U.N. officials often complained that Ban fulfilled Bolton’s desiderata and bowed to the U.S. too easily, even though the Obama administration took the edge off U.S.-U.N. relations. Some of his external critics fueled these complaints by publishing pieces calling Ban an “American poodle” and worse. Yet what is really striking about Ban is not his fealty to the U.S., but his gradual realization that maintaining good relations with Washington was not enough to keep the U.N. relevant.
In 2009, Ban told journalists that he had to navigate a world where America was not “the only power” but just “one of the global powers." He was especially careful to avoid frictions with China, dancing around references to Beijing’s human rights record in a way that angered Western rights activists. As his tenure unfolded, he saw Moscow and Beijing assert themselves in the Security Council over Syria. Ban typically found ways to stay on America’s side as the situation in the Middle East deteriorated. But the decline of U.S. influence in the Security Council meant that his final years at the U.N. were increasingly frustrating.

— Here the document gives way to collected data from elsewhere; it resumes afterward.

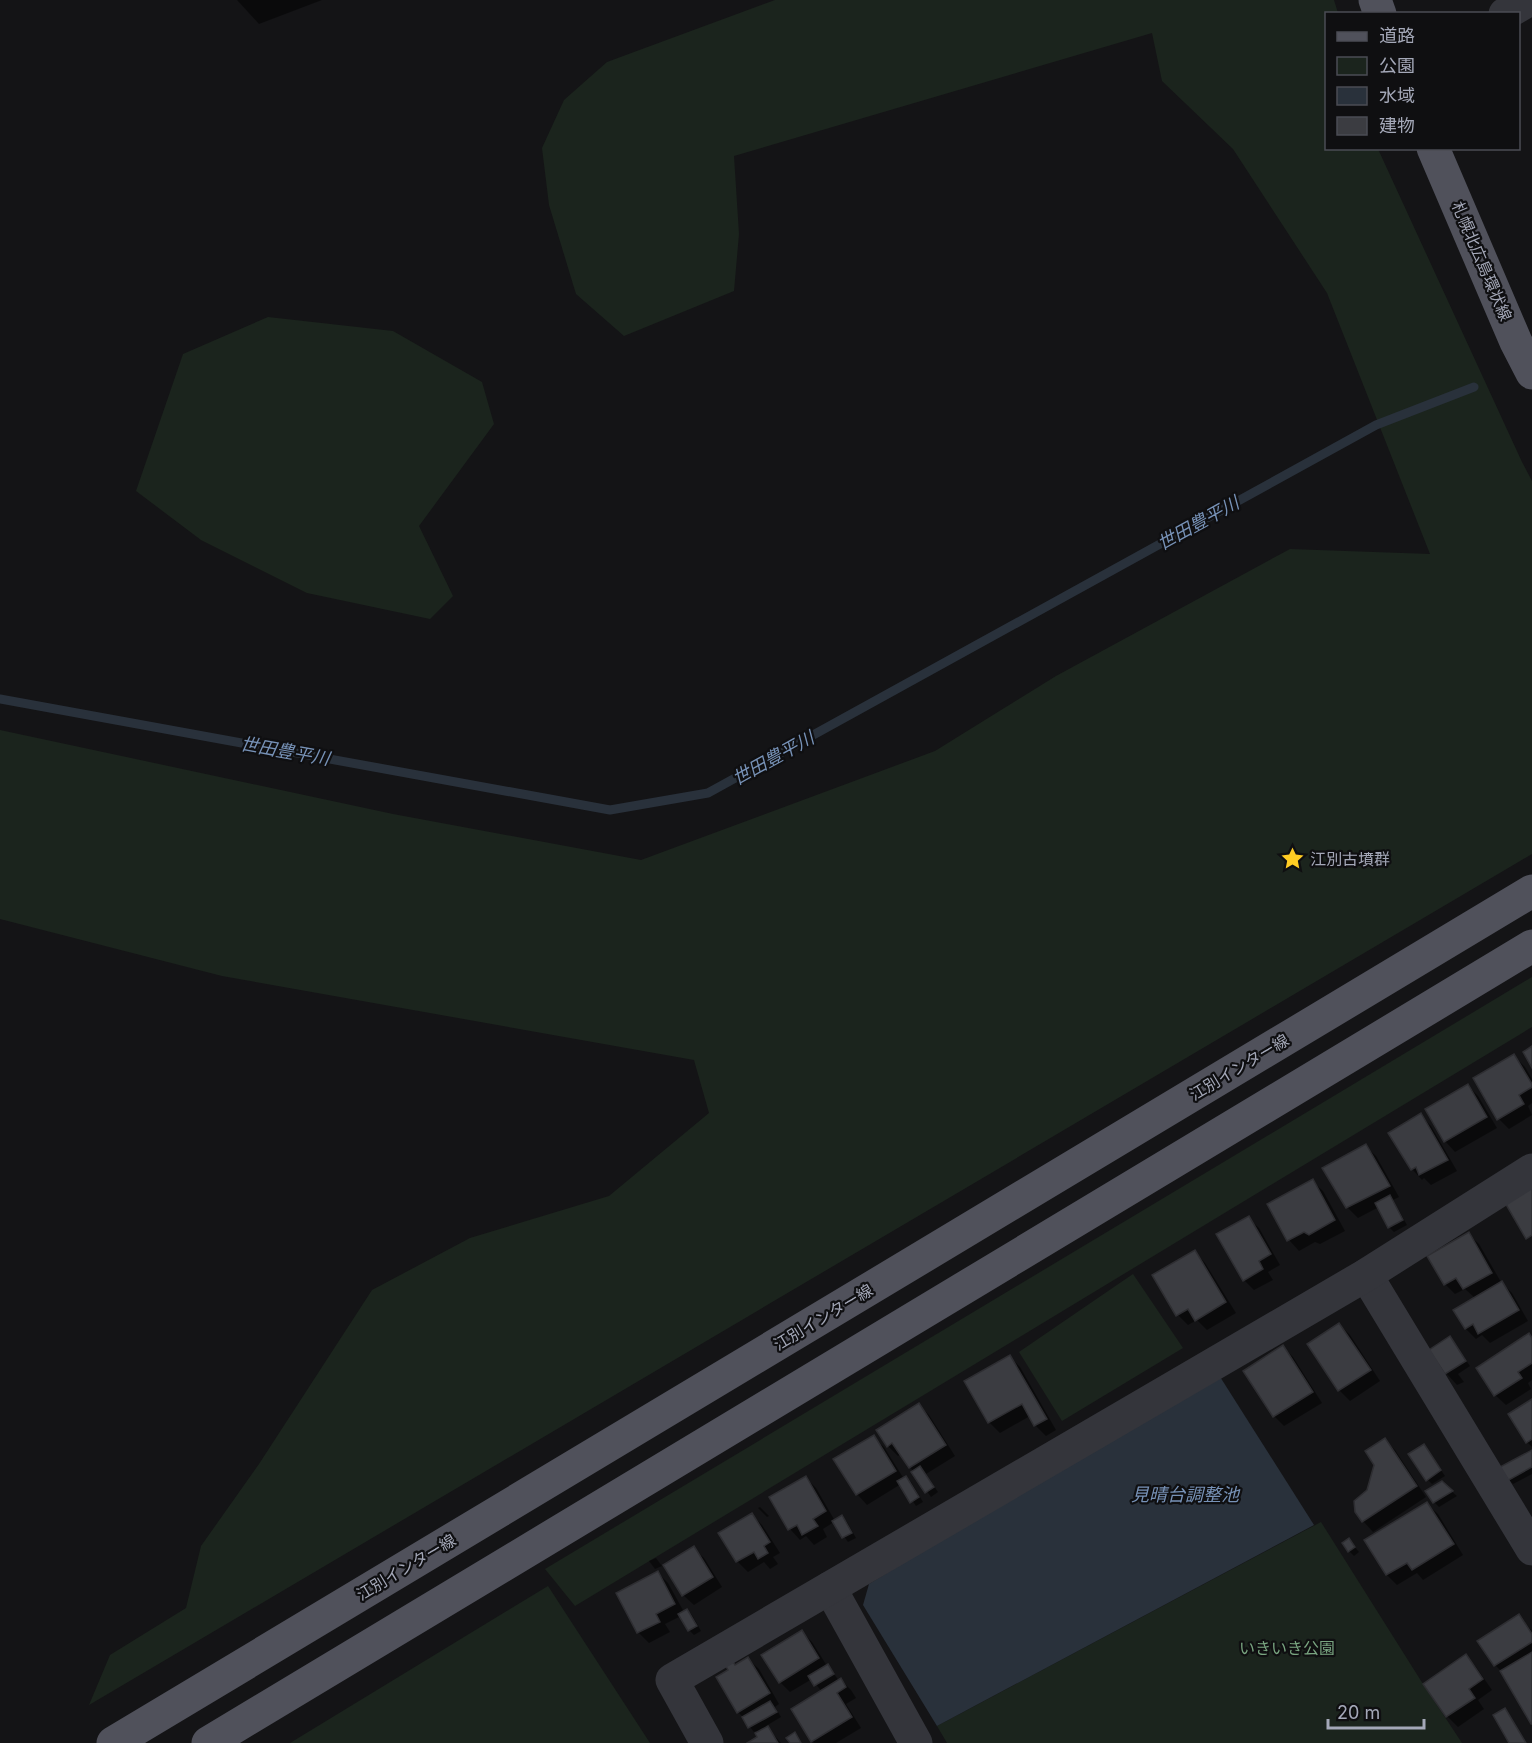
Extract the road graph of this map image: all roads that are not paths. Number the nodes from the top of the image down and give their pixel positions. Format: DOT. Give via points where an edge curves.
graph roads {
  1 [pos="1529,0"];
  2 [pos="1508,12"];
  3 [pos="1434,150"];
  4 [pos="1532,373"];
  5 [pos="1532,891"];
  6 [pos="1532,946"];
  7 [pos="1532,1170"];
  8 [pos="1366,1275"];
  9 [pos="1532,1549"];
  10 [pos="830,1588"];
  11 [pos="914,1742"];
  12 [pos="113,1743"];
  13 [pos="208,1743"];
  14 [pos="707,1743"];
  1 -- 2 [label="street"];
  3 -- 4 [label="main road, 札幌北広島環状線"];
  5 -- 12 [label="main road, 江別インター線"];
  6 -- 13 [label="main road"];
  7 -- 8 [label="street"];
  8 -- 9 [label="street"];
  8 -- 10 [label="street"];
  10 -- 11 [label="street"];
  10 -- 14 [label="street" via="672,1680"];
}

Ban was lucky to leave the U.N. at the end of December 2016, three weeks before the Trump administration took office. This left Guterres to build relations with Trump’s advisers. Freed from the shackles of his U.N. post, Ban has been openly criticalof the new administration’s disregard for climate change. “[The] United States is a big problem now,” he told The Guardian in an interview at the beginning of this month. “I think that the United States’ decision to withdraw from this Paris agreement really creates a serious problem.”

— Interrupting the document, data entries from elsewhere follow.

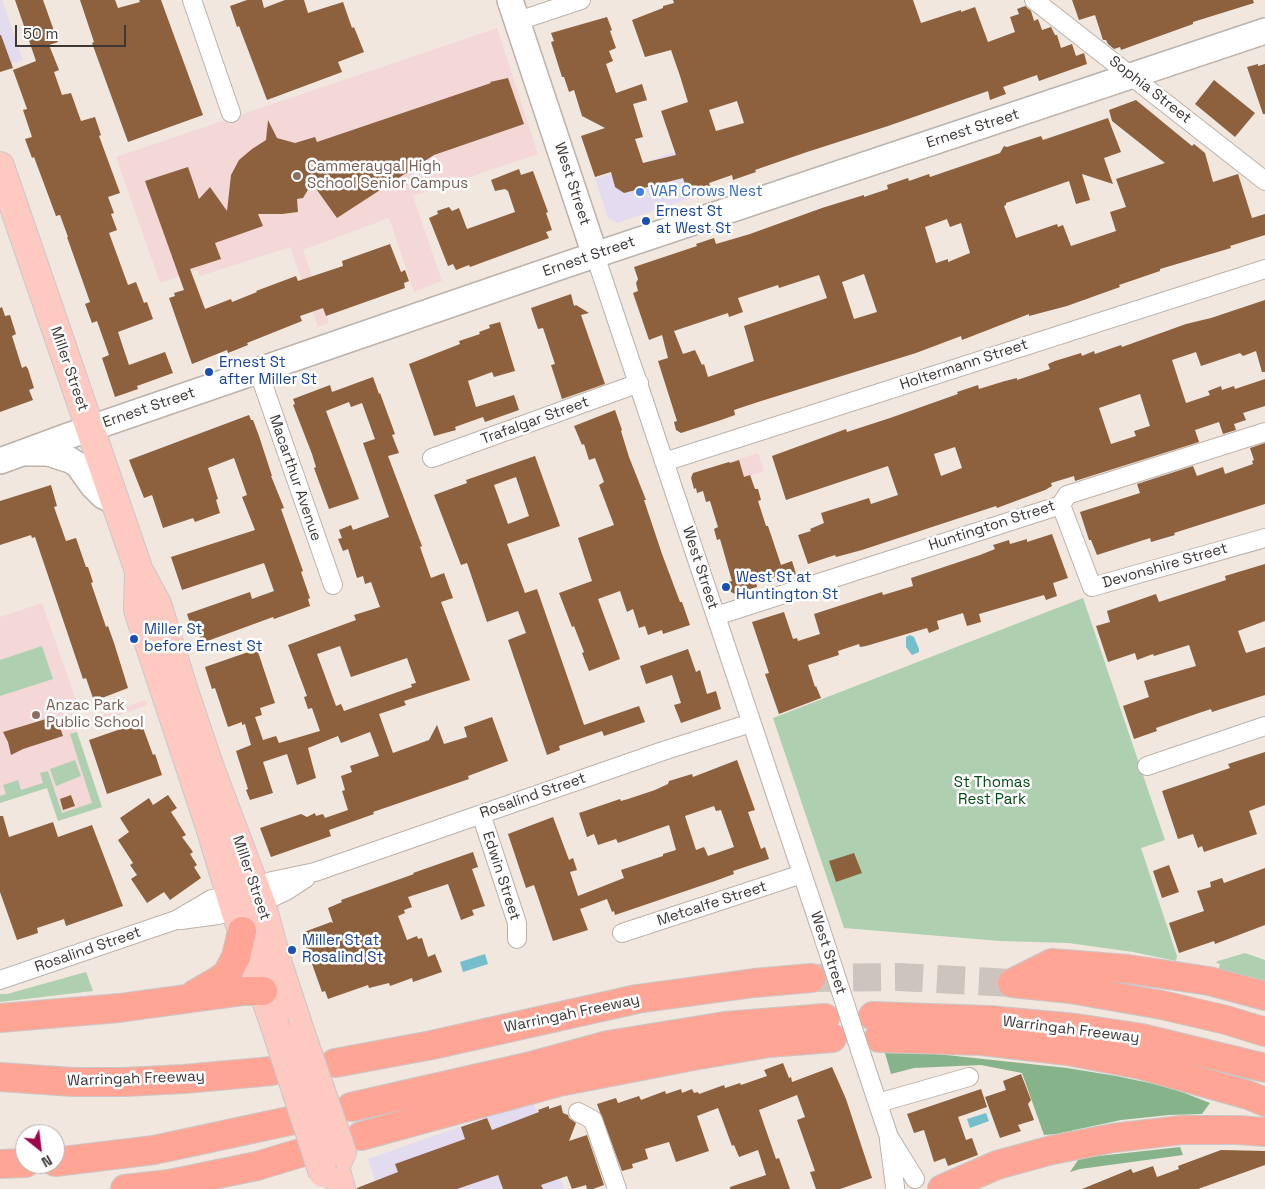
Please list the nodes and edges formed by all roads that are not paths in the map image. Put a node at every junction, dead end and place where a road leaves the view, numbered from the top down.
1 (192, 0) edge
2 (581, 0) edge
3 (1034, 0) edge
4 (514, 11) edge
5 (1265, 31) edge
6 (1131, 76) junction
7 (230, 112) dead end
8 (0, 166) edge
9 (1265, 181) edge
10 (595, 255) junction
11 (1265, 269) edge
12 (258, 370) junction
13 (639, 383) junction
14 (90, 429) junction
15 (1265, 432) edge
16 (11, 457) edge
17 (432, 458) dead end
18 (664, 462) junction
19 (116, 502) junction
20 (1061, 505) junction
21 (1265, 538) edge
22 (139, 571) junction
23 (333, 585) dead end
24 (716, 616) junction
25 (752, 723) junction
26 (1265, 726) edge
27 (1146, 766) dead end
28 (481, 814) junction
29 (802, 874) junction
30 (244, 905) junction
31 (622, 933) dead end
32 (517, 939) dead end
33 (811, 978) tunnel mouth
34 (0, 980) edge
35 (263, 991) junction
36 (1265, 996) edge
37 (187, 998) junction
38 (0, 1018) edge
39 (288, 1019) junction
40 (1265, 1032) edge
41 (871, 1034) junction
42 (335, 1063) dead end
43 (1265, 1068) edge
44 (272, 1071) dead end
45 (0, 1077) edge
46 (969, 1077) dead end
47 (1265, 1102) edge
48 (878, 1104) junction
49 (351, 1107) dead end
50 (578, 1112) dead end
51 (289, 1121) dead end
52 (1265, 1132) edge
53 (889, 1137) junction
54 (300, 1153) dead end
55 (65, 1161) edge
56 (15, 1163) edge
57 (0, 1164) edge
58 (341, 1170) edge
59 (919, 1184) edge
60 (895, 1188) edge
61 (125, 1189) edge
62 (617, 1189) edge
63 (942, 1189) edge

1 - 7 street
2 - 4 street
3 - 6 street, Sophia Street
4 - 10 street, West Street
5 - 6 street, Ernest Street
6 - 9 street, Sophia Street
6 - 10 street, Ernest Street
8 - 14 main road, Miller Street
10 - 12 street, Ernest Street
10 - 13 street, West Street
11 - 18 street, Holtermann Street
12 - 14 street, Ernest Street
12 - 23 street, Macarthur Avenue
13 - 17 street, Trafalgar Street
13 - 18 street, West Street
14 - 16 street, Ernest Street
14 - 19 main road, Miller Street
15 - 20 street, Huntington Street
16 - 19 street
18 - 24 street, West Street
19 - 22 main road, Miller Street
20 - 21 street, Devonshire Street
20 - 24 street, Huntington Street
22 - 30 main road, Miller Street
22 - 30 main road, Miller Street
24 - 25 street, West Street
25 - 28 street, Rosalind Street
25 - 29 street, West Street
26 - 27 street
28 - 30 street, Rosalind Street
28 - 32 street, Edwin Street
29 - 31 street, Metcalfe Street
29 - 41 street, West Street, bridge
30 - 34 street, Rosalind Street
30 - 35 main road, Miller Street
30 - 37 highway
30 - 39 main road, Miller Street
33 - 42 highway, Warringah Freeway
35 - 37 highway
35 - 39 main road, Miller Street
36 - 40 highway
37 - 38 highway
39 - 58 main road, Miller Street, bridge
41 - 43 highway, Warringah Freeway
41 - 47 highway
41 - 48 street, West Street
44 - 45 highway, Warringah Freeway
46 - 48 street
48 - 53 street, West Street
49 - 58 highway
50 - 62 street
51 - 55 highway
52 - 63 highway
53 - 59 street, West Street
53 - 60 street, West Street
54 - 61 highway
56 - 57 highway
59 - 60 street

Ban is still not ready to attack Trump in broader terms. In another interview this month, he noted that he had tried to “interpret in a more positive way” some of the president’s rhetorical attacks on North Korea.
We do not know if John Bolton noted his former protégé’s comments. If he did, he is unlikely to worry too much about what an ex-secretary-general thinks. And yet Ban’s passage from U.S. loyalist to partial critic symbolizes the tensions affecting the U.N. and the wider international system at present. The diffusion of global power, tentatively flagged by Ban nearly a decade ago, has left Washington’s instinctual friends adrift and uncertain about their strategic options. The Trump administration’s disregard for the international system, which Bolton is certain to reinforce, has left pro-American figures like Ban even less confident in their commitments.
And so, quite unintentionally and unwillingly, Ban Ki-moon personifies the dilemmas of all policymakers who believe that an American-led international order is a good thing that deserves upholding. He was active in the global arena during the previous phase of the decline of that order, as the Syrian war revealed the limits of American power. Back in private life, he may feel obliged to criticize Bolton, the man who helped him to the U.N.’s top job, as that decline enters a new and more worrying phase. Ban, a man who takes protocol seriously, may find this especially uncomfortable.
But if Ban finds the current political climate perplexing, he should take comfort from the fact that most observers who care about the international system do, too. A few years ago, Ban’s tepid leadership at the U.N. looked like a real problem for the future of multilateralism. From today’s perspective, it pales in comparison to the other threats the U.N. faces. I once calledhim a “chump.” Perhaps, in the Bolton era, we are all Ban Ki-moon.